NEW YORK CITY—The keynote speaker at the 2018 RealShare Net Lease Conference in New York City, Sam Chandan, the chair and associate dean at NYU Schack Institute, said most people don't read economic data. Their sense of the economy is based on their job security, career promotions, salary increases and what happens to friends and family members who lose their jobs.
For many Americans it does not feel like the recovery began in 2008. While the economy was growing for what's approaching 10 years, in the labor market many people have not experienced the benefit of the economy's strength. This was due to the role technology has played in driving economic expansion in the US, according to Chandan.
He explained that 40 years ago to increase production, the economy needed capital and labor. Companies could not drive up production and grow without added labor—meaning hiring more people. But as production continues to advance its technology orientation, companies can produce more and create added value without more people.
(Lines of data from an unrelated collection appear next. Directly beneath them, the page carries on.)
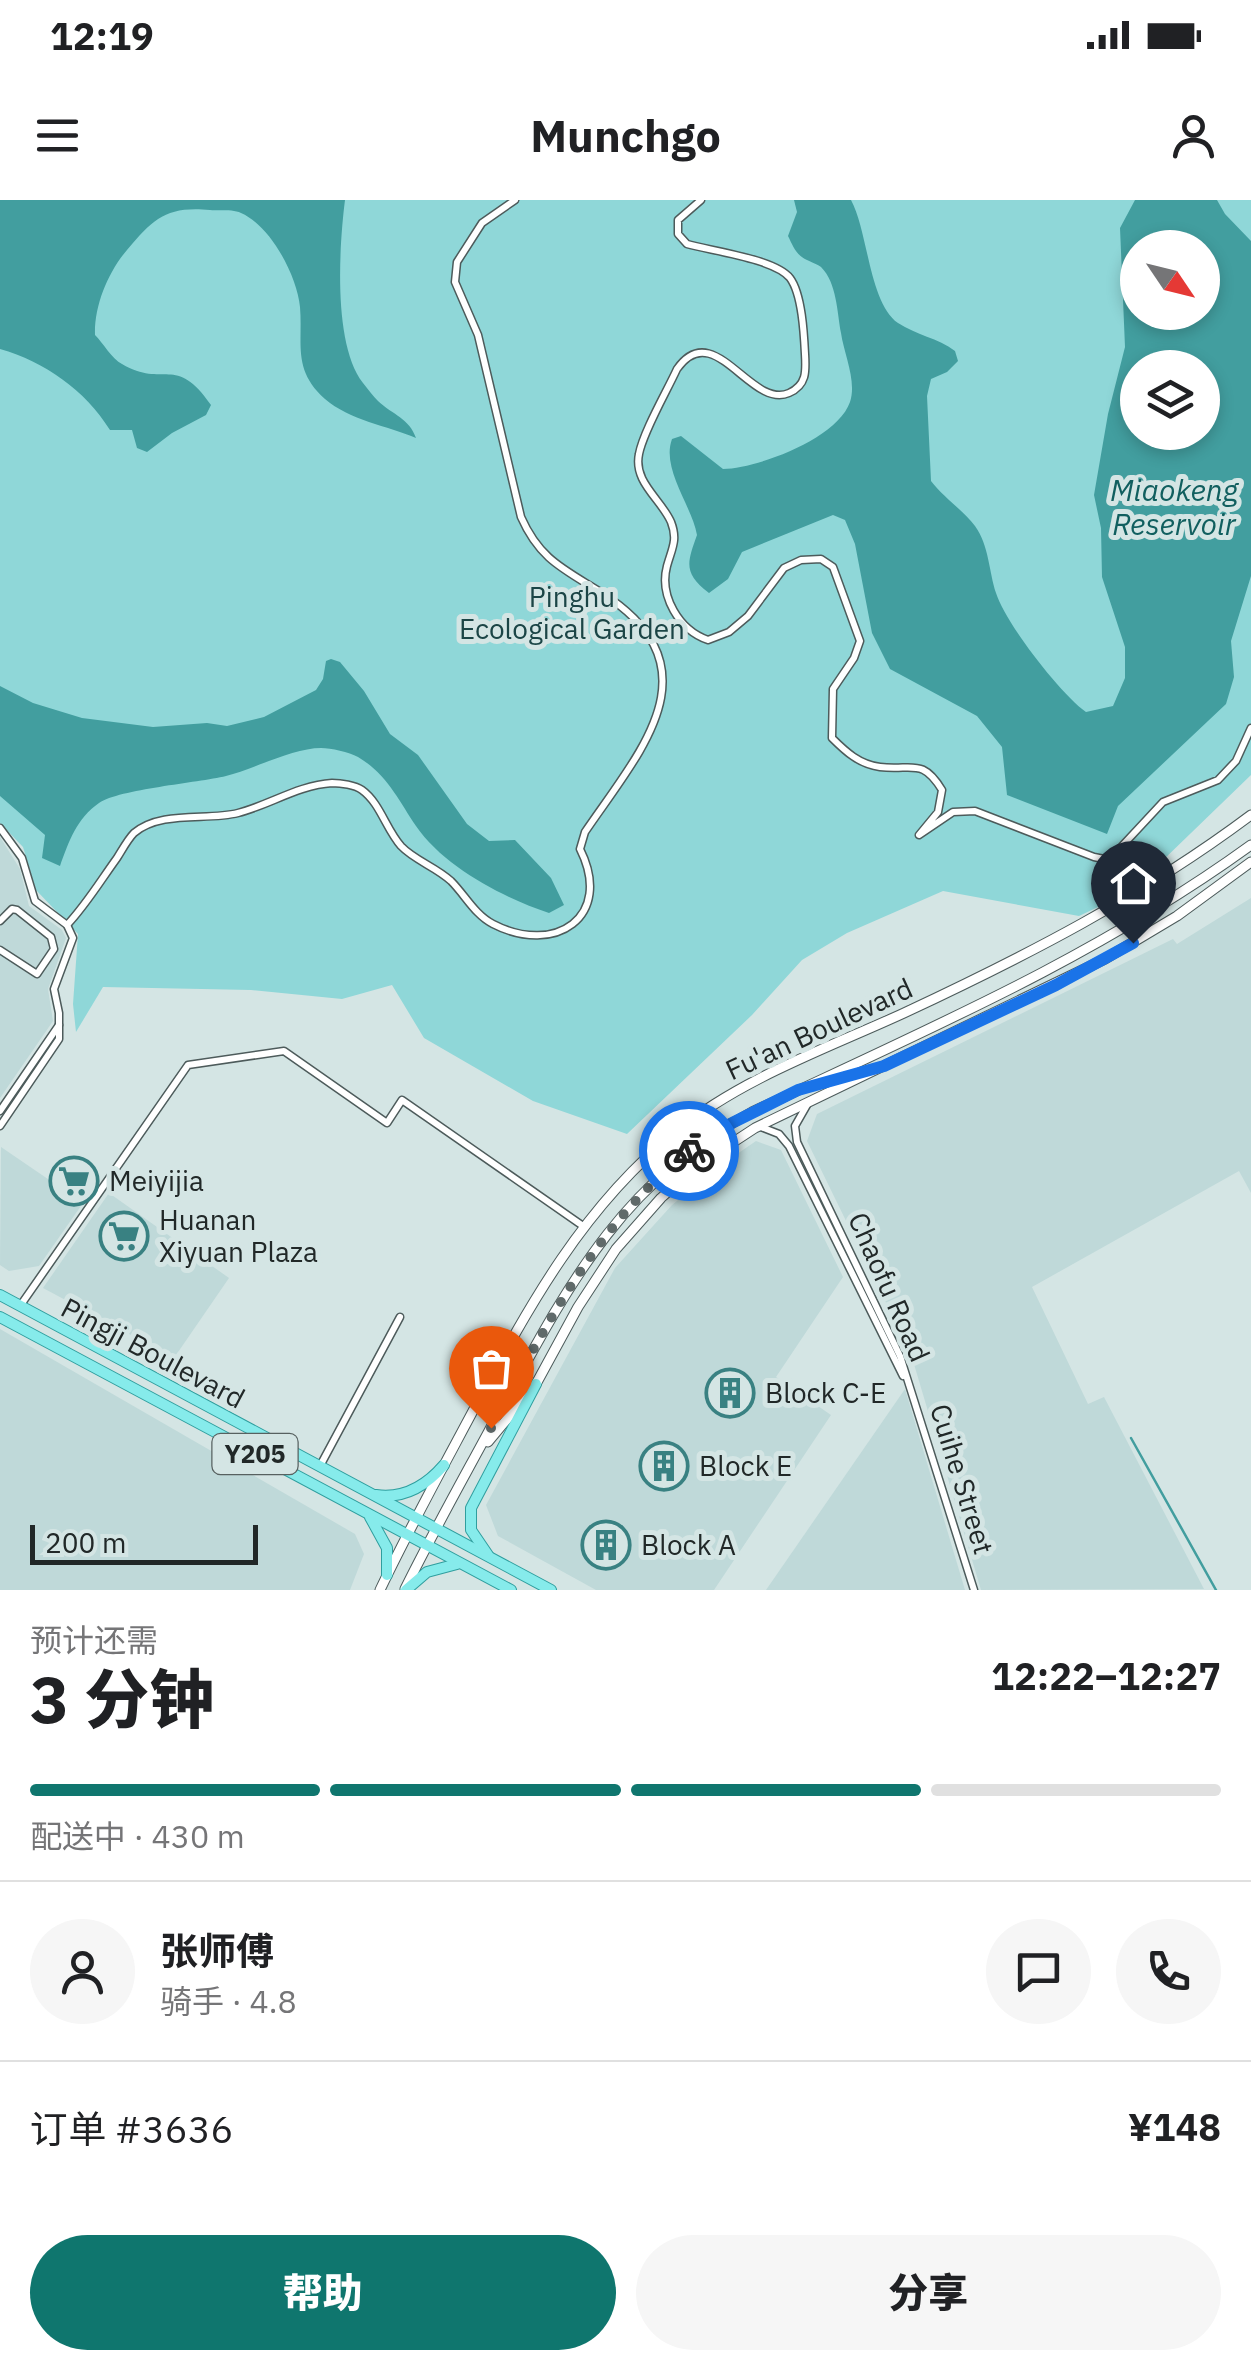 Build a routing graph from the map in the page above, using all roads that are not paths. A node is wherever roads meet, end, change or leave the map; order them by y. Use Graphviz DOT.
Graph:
graph roads {
  1 [pos="516,200"];
  2 [pos="701,200"];
  3 [pos="1251,728"];
  4 [pos="1251,815"];
  5 [pos="0,828"];
  6 [pos="1251,844"];
  7 [pos="1251,862"];
  8 [pos="0,921"];
  9 [pos="67,925"];
  10 [pos="0,950"];
  11 [pos="60,1024"];
  12 [pos="884,1066"];
  13 [pos="798,1090"];
  14 [pos="810,1102"];
  15 [pos="0,1111"];
  16 [pos="0,1126"];
  17 [pos="755,1128"];
  18 [pos="583,1226"];
  19 [pos="0,1295"];
  20 [pos="20,1306"];
  21 [pos="0,1317"];
  22 [pos="400,1318"];
  23 [pos="906,1381"];
  24 [pos="536,1384"];
  25 [pos="474,1460"];
  26 [pos="444,1465"];
  27 [pos="319,1467"];
  28 [pos="362,1491"];
  29 [pos="366,1513"];
  30 [pos="415,1519"];
  31 [pos="436,1530"];
  32 [pos="407,1535"];
  33 [pos="427,1546"];
  34 [pos="496,1562"];
  35 [pos="464,1566"];
  36 [pos="387,1575"];
  37 [pos="380,1590"];
  38 [pos="405,1590"];
  39 [pos="511,1590"];
  40 [pos="551,1590"];
  41 [pos="974,1590"];
  1 -- 9 [label="street"];
  2 -- 3 [label="street"];
  4 -- 18 [label="main road, Fu'an Boulevard"];
  5 -- 9 [label="street"];
  6 -- 13 [label="main road, Fu'an Boulevard"];
  7 -- 12 [label="main road"];
  8 -- 10 [label="street"];
  9 -- 11 [label="street"];
  11 -- 15 [label="street"];
  11 -- 16 [label="street"];
  12 -- 13 [label="main road"];
  12 -- 14 [label="main road"];
  13 -- 25 [label="main road, Fu'an Boulevard"];
  14 -- 17 [label="main road"];
  14 -- 23 [label="street, Chaofu Road"];
  17 -- 23 [label="street, Chaofu Road"];
  17 -- 24 [label="main road"];
  18 -- 20 [label="street"];
  18 -- 26 [label="main road, Fu'an Boulevard"];
  19 -- 20 [label="main road, Pingji Boulevard / Y205"];
  20 -- 27 [label="main road, Pingji Boulevard / Y205"];
  21 -- 29 [label="main road, Pingji Boulevard / Y205"];
  22 -- 27 [label="street"];
  23 -- 41 [label="street, Cuihe Street"];
  24 -- 25 [label="main road"];
  24 -- 34 [label="main road"];
  25 -- 31 [label="main road, Fu'an Boulevard"];
  26 -- 28 [label="main road"];
  26 -- 30 [label="main road, Fu'an Boulevard"];
  27 -- 28 [label="main road, Pingji Boulevard / Y205"];
  28 -- 30 [label="main road, Pingji Boulevard / Y205"];
  29 -- 32 [label="main road, Pingji Boulevard / Y205"];
  29 -- 36 [label="main road"];
  30 -- 31 [label="main road, Pingji Boulevard / Y205"];
  30 -- 32 [label="main road, Fu'an Boulevard"];
  31 -- 33 [label="main road, Fu'an Boulevard"];
  31 -- 34 [label="main road, Pingji Boulevard / Y205"];
  32 -- 33 [label="main road, Pingji Boulevard / Y205"];
  32 -- 36 [label="main road, Fu'an Boulevard"];
  33 -- 35 [label="main road, Pingji Boulevard / Y205"];
  33 -- 38 [label="main road, Fu'an Boulevard"];
  34 -- 40 [label="main road, Pingji Boulevard / Y205"];
  35 -- 38 [label="main road"];
  35 -- 39 [label="main road, Pingji Boulevard / Y205"];
  36 -- 37 [label="main road, Fu'an Boulevard"];
}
“We can experience growth in the US economy without hiring more people,” said Chandan. For the first time in 2001 during and after the recession with the dot-com boom and bust, the economy experienced a “jobless recovery.” Chandan pointed out it was the first time that there was growth in the US economy, better outcomes in the stock market but without people consistently getting jobs.
This is critical for the real estate industry because without bringing people back into the workforce there is no driver for the demand of commercial real estate. The economy needs to create jobs and pay income for the real estate industry to be supported and to flourish.
The Minksy model states that extended periods of market speculation or unsustainable growth inevitably leads to an economic crisis. Economic expansions and contractions can be measured by society's willingness to take risks. However, Chandan asserted that the greater tolerance for risk, willingness to get away from core investments created the net lease industry and fueled the economy.
“If we are not willing to take risks, not willing to invest high dollar prices relative to the income the property is producing, not willing to go to secondary, tertiary markets, we are simply not going to be players in this game,” said Chandan. He pointed to the cap rates and the valuation assets command as consistent with having greater toleration for risk than in the past.
Although Chandan doubts that commercial real estate will drive the next inflection point in the economy, it's an important piece.
There is a vast amount of debt in the commercial real state industry and concern about changes in valuations as cap rates begin to rise. There have also been concerns regarding the multifamily sector.
“There's a lot more debt out there than there ever has been before in the multifamily sector and that doesn't get nearly as much attention as the growth in the inventory,” said Chandan. “For every apartment out there we have more debt out there than ever before. Our ability to service that debt in an environment where it's more difficult for us to refinance at high leverage and low cap rates, the debt that we've taken on when that money was as close to free as we've ever seen, that's going to be a challenge.”
Those risks are back-ended around the ability to refinance in an environment with a set of economic conditions that at this point are unknown. Chandan says interest rates will rise and there will be a period of economic weakness, although no one knows exactly when that will occur.